• [Stored records]
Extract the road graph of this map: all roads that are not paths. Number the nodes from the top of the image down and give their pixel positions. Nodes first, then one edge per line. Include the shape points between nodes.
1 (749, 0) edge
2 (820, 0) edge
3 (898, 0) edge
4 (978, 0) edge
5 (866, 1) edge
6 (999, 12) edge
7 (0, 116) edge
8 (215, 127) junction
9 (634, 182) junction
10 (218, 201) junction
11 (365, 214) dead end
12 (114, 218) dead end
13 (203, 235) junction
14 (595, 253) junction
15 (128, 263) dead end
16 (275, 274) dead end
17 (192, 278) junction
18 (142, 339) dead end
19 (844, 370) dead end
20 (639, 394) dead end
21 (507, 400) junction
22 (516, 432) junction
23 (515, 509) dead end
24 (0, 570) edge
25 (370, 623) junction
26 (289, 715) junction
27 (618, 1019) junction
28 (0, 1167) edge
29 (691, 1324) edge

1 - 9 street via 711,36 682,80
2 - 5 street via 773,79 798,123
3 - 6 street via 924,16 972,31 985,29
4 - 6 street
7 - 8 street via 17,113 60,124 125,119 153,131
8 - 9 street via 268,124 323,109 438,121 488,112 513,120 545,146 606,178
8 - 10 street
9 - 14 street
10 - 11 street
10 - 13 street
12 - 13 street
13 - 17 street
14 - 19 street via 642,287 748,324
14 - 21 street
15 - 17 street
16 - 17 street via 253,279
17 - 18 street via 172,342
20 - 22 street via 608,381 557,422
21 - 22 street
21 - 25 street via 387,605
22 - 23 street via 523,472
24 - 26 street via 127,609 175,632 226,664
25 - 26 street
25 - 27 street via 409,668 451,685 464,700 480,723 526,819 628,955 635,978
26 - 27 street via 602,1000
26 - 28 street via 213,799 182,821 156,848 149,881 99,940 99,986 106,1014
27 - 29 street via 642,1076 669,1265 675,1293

• [Assignment] Your task is to copy each line of the data above that holds "junction".

• [Solution]
8 (215, 127) junction
9 (634, 182) junction
10 (218, 201) junction
13 (203, 235) junction
14 (595, 253) junction
17 (192, 278) junction
21 (507, 400) junction
22 (516, 432) junction
25 (370, 623) junction
26 (289, 715) junction
27 (618, 1019) junction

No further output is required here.